T-SQL/MSBI Knowledge Share: Group By/Distinct/Count

Group BY

Group BY is used to summarize the table data. As the name implies it will group the set of similar data in a column. Grouping may be based on only one column or multiple columns. Below examples illustrate this:

CREATE TABLE dbo.Employee

(

EmpID VARCHAR(5),

EmpName VARCHAR(40),

EmpDept VARCHAR(10),

EmpLoc VARCHAR(40),

EmpSal MONEY

)

INSERT INTO dbo.Employee VALUES('E001','AAA','HR','Delhi',20000)

INSERT INTO dbo.Employee VALUES('E002','BBB','IT','Bangalore',30000)

INSERT INTO dbo.Employee VALUES('E003','CCC','IT','Delhi',15000)

INSERT INTO dbo.Employee VALUES('E004','AAA','HR','Bangalore',10000)

INSERT INTO dbo.Employee VALUES('E005','GGG','FIN','Hydrabad',25000)

INSERT INTO dbo.Employee VALUES('E006','YYY','FIN','Hydrabad',26000)

INSERT INTO dbo.Employee VALUES('E007','SSS','IT','Goa',40000)

INSERT INTO dbo.Employee VALUES('E008','WWW','IT','HP',26000)

INSERT INTO dbo.Employee VALUES('E009','WWW','FIN','HP',80000)

INSERT INTO dbo.Employee VALUES('E010','QQQ','FIN','Gujrath',13000)

SELECT * FROM dbo.Employee

SELECT * FROM dbo.Employee ORDER BY EmpDept

In the above fig we can see that EmpDept has a set of similar values as highlighted in read box : FIN,HR,IT.

Single Column Grouping :

Below query returns Number of Employees in each department.

SELECT EmpDept,COUNT(*) AS NoOfEmp

FROM dbo.Employee

GROUP BY EmpDept

ORDER BY EmpDept

Below query returns Number of Employees in each department with the following condition:

A dept should have more than 2 employees, only those records should be displayed.

So HR dept will not be returned in the output as it has 2 employees.

SELECT EmpDept,COUNT(*) AS NoOfEmp

FROM dbo.Employee

GROUP BY EmpDept

HAVING COUNT(*)>2

ORDER BY EmpDept

Working:

Below query returns the Number of Employees in each dept with the following condition:

A dept should have more than 2 employees, only those records should be displayed.
Except FIN dept all other dept should be displayed.
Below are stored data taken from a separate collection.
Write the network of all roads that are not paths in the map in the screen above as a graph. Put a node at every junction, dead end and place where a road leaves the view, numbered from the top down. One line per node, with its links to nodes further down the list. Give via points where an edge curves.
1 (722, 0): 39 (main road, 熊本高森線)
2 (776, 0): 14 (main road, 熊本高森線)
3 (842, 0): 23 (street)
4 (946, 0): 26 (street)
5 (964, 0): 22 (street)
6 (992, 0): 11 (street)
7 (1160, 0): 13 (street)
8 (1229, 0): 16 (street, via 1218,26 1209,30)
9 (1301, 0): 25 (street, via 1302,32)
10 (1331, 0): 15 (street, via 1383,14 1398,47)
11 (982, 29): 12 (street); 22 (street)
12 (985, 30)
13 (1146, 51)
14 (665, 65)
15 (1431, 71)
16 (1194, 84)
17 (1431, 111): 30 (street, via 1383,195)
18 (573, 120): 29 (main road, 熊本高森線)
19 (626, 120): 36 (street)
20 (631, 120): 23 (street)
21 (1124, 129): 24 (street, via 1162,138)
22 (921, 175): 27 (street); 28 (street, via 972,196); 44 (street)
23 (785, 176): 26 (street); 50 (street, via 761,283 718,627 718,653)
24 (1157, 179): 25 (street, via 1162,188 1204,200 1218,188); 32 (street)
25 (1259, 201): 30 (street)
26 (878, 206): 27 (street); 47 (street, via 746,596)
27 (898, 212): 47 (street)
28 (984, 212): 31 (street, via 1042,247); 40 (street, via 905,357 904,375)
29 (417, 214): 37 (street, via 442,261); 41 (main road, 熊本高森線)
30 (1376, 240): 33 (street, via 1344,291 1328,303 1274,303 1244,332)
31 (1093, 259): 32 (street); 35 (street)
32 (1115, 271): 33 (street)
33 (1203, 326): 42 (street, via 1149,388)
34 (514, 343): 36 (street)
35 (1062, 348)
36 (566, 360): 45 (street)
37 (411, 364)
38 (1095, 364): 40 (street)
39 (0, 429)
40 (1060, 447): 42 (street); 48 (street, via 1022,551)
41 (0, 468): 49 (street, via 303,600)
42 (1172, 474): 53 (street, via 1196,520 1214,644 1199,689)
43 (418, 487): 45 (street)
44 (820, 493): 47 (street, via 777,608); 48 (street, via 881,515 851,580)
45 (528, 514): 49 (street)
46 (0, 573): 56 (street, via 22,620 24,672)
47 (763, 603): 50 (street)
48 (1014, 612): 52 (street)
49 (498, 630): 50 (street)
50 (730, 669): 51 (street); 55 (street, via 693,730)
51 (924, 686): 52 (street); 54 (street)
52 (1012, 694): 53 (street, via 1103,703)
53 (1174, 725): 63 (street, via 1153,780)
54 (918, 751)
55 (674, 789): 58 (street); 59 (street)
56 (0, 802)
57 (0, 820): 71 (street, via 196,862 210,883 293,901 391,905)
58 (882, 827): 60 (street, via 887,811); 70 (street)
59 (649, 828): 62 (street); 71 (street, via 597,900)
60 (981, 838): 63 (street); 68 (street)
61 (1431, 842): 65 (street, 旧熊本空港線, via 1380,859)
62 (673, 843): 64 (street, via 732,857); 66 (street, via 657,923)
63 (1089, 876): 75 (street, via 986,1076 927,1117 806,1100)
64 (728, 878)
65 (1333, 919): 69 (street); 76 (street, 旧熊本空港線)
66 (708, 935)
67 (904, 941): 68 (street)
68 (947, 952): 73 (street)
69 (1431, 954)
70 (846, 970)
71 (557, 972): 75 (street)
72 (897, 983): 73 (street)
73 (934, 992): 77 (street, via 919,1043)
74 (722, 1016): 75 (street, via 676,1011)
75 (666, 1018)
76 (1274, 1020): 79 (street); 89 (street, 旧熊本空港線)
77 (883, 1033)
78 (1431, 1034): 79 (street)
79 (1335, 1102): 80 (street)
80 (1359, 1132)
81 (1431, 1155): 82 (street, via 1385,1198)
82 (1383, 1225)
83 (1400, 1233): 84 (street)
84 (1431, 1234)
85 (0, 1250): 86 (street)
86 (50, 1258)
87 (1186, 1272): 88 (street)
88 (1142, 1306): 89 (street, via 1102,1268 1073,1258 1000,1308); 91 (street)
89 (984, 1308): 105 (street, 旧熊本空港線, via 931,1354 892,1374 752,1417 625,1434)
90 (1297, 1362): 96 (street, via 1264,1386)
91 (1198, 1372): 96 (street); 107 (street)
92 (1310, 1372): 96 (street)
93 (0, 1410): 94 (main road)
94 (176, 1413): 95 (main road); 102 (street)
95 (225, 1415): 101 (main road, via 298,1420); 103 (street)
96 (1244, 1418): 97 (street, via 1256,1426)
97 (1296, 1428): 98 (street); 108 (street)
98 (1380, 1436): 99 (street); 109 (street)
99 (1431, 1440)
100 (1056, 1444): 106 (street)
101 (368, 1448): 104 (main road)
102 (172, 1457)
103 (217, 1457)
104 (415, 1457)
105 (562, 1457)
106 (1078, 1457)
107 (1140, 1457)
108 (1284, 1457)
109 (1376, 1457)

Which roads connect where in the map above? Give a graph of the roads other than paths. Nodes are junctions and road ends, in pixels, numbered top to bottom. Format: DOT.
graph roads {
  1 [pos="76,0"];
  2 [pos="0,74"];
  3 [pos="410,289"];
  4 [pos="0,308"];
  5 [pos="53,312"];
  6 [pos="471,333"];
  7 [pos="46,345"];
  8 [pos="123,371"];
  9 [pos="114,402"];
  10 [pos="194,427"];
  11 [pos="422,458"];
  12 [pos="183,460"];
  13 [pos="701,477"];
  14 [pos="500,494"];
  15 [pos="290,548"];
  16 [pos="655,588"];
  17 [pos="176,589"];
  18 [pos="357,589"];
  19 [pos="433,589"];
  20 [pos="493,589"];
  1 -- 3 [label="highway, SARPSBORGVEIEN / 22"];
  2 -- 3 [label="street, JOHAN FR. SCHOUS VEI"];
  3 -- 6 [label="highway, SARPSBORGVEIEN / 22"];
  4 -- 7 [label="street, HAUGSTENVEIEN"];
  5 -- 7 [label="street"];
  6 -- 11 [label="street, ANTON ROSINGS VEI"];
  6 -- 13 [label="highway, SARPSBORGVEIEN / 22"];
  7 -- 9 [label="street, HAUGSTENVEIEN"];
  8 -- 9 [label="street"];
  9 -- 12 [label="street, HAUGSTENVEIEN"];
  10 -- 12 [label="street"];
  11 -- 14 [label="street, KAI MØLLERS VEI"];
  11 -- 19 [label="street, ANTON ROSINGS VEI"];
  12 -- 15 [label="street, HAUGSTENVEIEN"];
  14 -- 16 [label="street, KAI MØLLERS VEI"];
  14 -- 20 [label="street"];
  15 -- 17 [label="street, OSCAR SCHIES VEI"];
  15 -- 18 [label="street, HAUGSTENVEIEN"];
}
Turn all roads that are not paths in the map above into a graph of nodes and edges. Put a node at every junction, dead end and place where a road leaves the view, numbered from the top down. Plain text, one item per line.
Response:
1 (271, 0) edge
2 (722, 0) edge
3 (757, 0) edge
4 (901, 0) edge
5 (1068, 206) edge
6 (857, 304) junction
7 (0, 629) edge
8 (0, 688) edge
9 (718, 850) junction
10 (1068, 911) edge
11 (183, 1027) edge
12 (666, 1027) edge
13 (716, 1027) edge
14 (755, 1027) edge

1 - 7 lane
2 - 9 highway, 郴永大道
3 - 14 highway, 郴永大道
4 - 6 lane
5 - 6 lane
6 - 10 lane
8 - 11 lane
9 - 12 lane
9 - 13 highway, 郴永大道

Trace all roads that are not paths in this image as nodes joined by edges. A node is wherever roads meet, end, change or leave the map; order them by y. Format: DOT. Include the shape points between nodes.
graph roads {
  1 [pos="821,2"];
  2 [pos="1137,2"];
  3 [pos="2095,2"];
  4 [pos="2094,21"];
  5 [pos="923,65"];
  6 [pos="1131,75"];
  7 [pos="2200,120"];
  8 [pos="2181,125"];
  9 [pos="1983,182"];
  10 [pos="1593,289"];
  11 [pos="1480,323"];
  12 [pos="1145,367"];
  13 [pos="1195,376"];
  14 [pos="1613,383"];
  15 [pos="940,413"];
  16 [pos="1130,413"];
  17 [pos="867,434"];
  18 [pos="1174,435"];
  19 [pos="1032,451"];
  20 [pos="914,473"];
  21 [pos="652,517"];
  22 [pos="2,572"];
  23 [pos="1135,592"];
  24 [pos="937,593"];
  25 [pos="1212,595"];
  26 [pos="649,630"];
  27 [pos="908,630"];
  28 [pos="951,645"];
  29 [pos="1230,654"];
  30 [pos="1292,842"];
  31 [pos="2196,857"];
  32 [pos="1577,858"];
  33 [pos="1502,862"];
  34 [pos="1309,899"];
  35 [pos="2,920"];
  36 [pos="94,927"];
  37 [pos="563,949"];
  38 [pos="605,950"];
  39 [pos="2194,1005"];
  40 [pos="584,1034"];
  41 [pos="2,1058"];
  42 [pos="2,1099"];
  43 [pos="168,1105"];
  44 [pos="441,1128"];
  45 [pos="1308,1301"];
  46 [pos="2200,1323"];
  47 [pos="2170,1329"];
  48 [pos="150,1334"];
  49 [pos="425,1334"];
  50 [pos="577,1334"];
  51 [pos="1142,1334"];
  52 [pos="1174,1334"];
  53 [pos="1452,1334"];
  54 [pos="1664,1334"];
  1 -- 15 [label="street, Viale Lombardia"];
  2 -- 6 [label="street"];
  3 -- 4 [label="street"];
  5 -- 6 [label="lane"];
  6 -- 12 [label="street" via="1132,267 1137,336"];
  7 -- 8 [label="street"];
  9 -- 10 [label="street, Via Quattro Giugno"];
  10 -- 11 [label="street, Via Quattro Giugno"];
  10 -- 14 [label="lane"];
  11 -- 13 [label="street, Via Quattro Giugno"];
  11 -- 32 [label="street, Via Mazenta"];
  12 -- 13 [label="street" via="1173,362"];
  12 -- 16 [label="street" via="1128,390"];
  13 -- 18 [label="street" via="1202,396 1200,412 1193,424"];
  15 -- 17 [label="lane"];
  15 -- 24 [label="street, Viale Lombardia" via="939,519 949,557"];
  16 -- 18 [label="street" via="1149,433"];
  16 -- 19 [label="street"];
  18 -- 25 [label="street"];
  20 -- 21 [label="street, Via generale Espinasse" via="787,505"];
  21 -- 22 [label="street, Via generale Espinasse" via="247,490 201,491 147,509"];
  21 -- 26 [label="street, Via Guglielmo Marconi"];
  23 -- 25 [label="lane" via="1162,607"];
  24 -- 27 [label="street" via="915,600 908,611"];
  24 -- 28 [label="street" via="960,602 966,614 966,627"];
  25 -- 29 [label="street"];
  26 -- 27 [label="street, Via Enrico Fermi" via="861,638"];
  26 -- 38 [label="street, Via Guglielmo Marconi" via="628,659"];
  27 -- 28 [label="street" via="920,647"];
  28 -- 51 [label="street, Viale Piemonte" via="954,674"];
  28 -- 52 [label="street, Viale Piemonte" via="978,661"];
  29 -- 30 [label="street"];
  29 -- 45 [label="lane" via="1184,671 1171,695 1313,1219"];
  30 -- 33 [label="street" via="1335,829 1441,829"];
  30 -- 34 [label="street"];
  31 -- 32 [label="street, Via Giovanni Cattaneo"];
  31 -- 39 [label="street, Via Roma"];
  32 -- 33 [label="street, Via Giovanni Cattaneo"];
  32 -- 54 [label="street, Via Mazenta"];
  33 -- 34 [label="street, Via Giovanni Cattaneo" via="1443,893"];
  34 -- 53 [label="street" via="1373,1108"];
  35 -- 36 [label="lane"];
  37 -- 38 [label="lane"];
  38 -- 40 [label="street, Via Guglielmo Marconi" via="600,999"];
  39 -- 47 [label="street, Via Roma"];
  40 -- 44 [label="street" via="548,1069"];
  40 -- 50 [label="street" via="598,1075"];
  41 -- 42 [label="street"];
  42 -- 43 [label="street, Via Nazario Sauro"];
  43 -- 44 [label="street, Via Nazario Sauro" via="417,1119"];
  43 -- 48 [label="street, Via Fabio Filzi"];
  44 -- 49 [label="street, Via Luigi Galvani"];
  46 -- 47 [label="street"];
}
SELECT EmpDept,COUNT(*) AS NoOfEmp

FROM dbo.Employee

WHERE EmpDept<>'FIN'

GROUP BY EmpDept

HAVING COUNT(*)>2

ORDER BY EmpDept

Working:

Multiple Column Grouping :

Below query is the example for multiple column grouping which will return, in a dept how many employees are from same places. In below example we can see, from FIN dept from Hydrabad there are 2 employees and rest all have 1 employee.

SELECT EmpDept,EmpLoc,COUNT(*) AS NoOfEmp

FROM dbo.Employee

GROUP BY EmpDept,EmpLoc

ORDER BY EmpDept

Working:

Other Examples :

Similarly instead of count we can use aggregate functions like MIN(), MAX(), AVG(), SUM() etc.

Below queries returns Minimum and Maximum salary in each department

SELECT EmpDept,MIN(EmpSal) AS MinSal

FROM dbo.Employee

GROUP BY EmpDept

SELECT EmpDept,MAX(EmpSal) AS MaxSal

FROM dbo.Employee

GROUP BY EmpDept

Below query returns average salary in each department.

SELECT EmpDept,AVG(EmpSal) AS AvgSal

FROM dbo.Employee

GROUP BY EmpDept

Below query returns total salary paid in each department.

SELECT EmpDept,SUM(EmpSal) AS SumSal

FROM dbo.Employee

GROUP BY EmpDept

HAVING and WHERE

People say that HAVING cannot exists without GROUP BY, but this is wrong. HAVING can exists without GROUP BY. When HAVING alone is used its compulsory to use aggregate function. In the absence of GROUP BY HAVING will group entire table as one and applies aggregate function.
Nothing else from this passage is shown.